As Mark Garlinghouse, vice president for Asia Pacific at Thomson Scientific, said: “The Scientific business of Thomson Reuters has long been a recognized information partner of top Chinese universities and government institutes such as the Chinese Academy of Sciences, China’s largest government research institute … We also provide patent, scientific and technical information to … well-known Chinese companies.”
This is just one example among many of media companies diversifying their business and entering lucrative marketss with both the private and government sector in China. As incentives increase, and with the promise of lucrative contracts with the cash-heavy Chinese authorities always in the background, it is likely that pressure — subliminal or as the result of direct external persuasion — will eventually build for those companies to “adjust” the information they provide in their news coverage so that it dovetails with their business interests. Time Warner’s ownership of CNN, Disney’s ownership of ABC and General Electric’s ownership of NBC are all examples of conglomerates imposing added business pressures on news organizations.

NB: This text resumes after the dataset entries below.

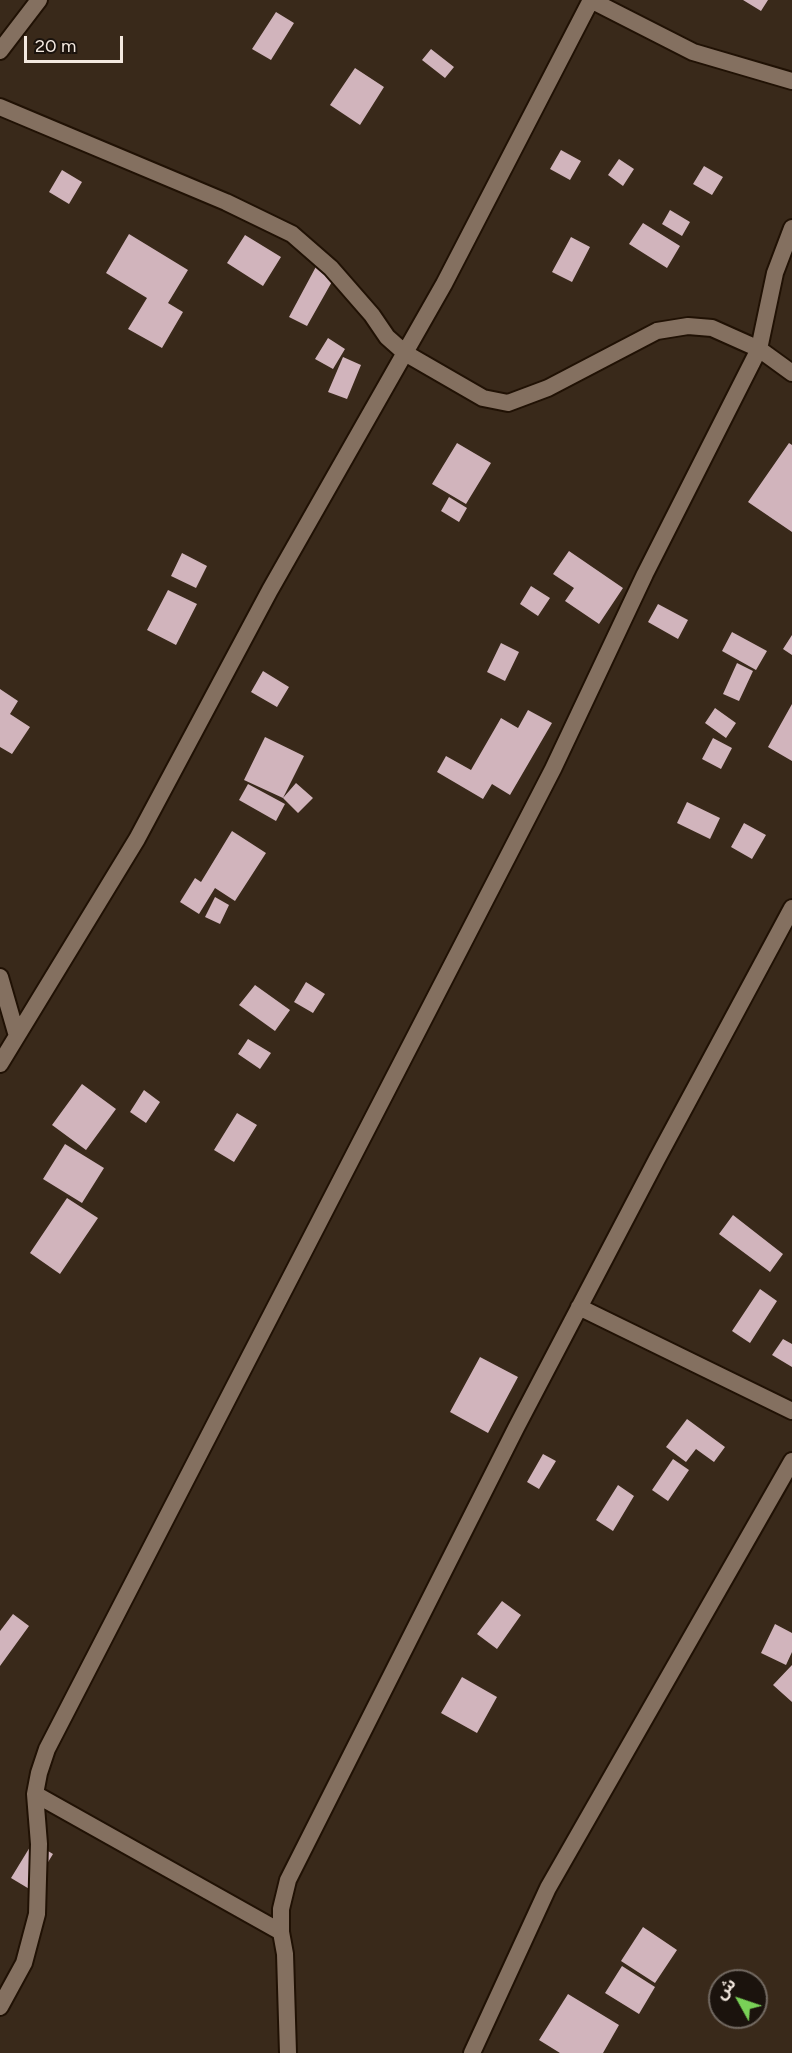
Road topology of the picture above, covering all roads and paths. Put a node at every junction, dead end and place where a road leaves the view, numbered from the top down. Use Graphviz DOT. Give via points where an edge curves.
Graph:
graph roads {
  1 [pos="39,0"];
  2 [pos="0,51"];
  3 [pos="792,81"];
  4 [pos="0,107"];
  5 [pos="792,228"];
  6 [pos="759,350"];
  7 [pos="405,352"];
  8 [pos="792,373"];
  9 [pos="792,908"];
  10 [pos="0,977"];
  11 [pos="17,1036"];
  12 [pos="0,1064"];
  13 [pos="579,1307"];
  14 [pos="792,1412"];
  15 [pos="792,1461"];
  16 [pos="35,1794"];
  17 [pos="281,1932"];
  18 [pos="0,2007"];
  19 [pos="288,2053"];
  20 [pos="472,2053"];
  1 -- 2 [label="street"];
  3 -- 7 [label="street" via="693,52 591,0"];
  4 -- 7 [label="street" via="226,202 292,234 331,268 387,337"];
  5 -- 6 [label="street" via="775,273"];
  6 -- 7 [label="street" via="712,328 687,326 657,331 548,388 508,403 483,398"];
  6 -- 8 [label="street"];
  6 -- 16 [label="street" via="645,574 553,769 47,1749"];
  7 -- 11 [label="street" via="270,590 137,839"];
  9 -- 13 [label="street"];
  10 -- 11 [label="street"];
  11 -- 12 [label="street"];
  13 -- 14 [label="street"];
  13 -- 17 [label="street" via="288,1880 281,1909"];
  15 -- 20 [label="street" via="548,1887"];
  16 -- 17 [label="street"];
  16 -- 18 [label="street" via="39,1844 37,1914 24,1963"];
  17 -- 19 [label="street" via="286,1965"];
}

It is quite possible that portraying the KMT-CCP dyad in a favorable light — at least on the financial front — while painting the DPP in negative terms is the latest iteration of this phenomenon.
As long as big business, MNCs and their financial backers see the DPP as a “destabilizing” threat to Taiwan Strait economic integration, we can expect that the media conglomerates that are increasingly beholden to (if not part of) those giant, multifaceted corporations will continue to disparage the DPP and favor the KMT via stock market analysis.
J. Michael Cole is a writer based in Taipei.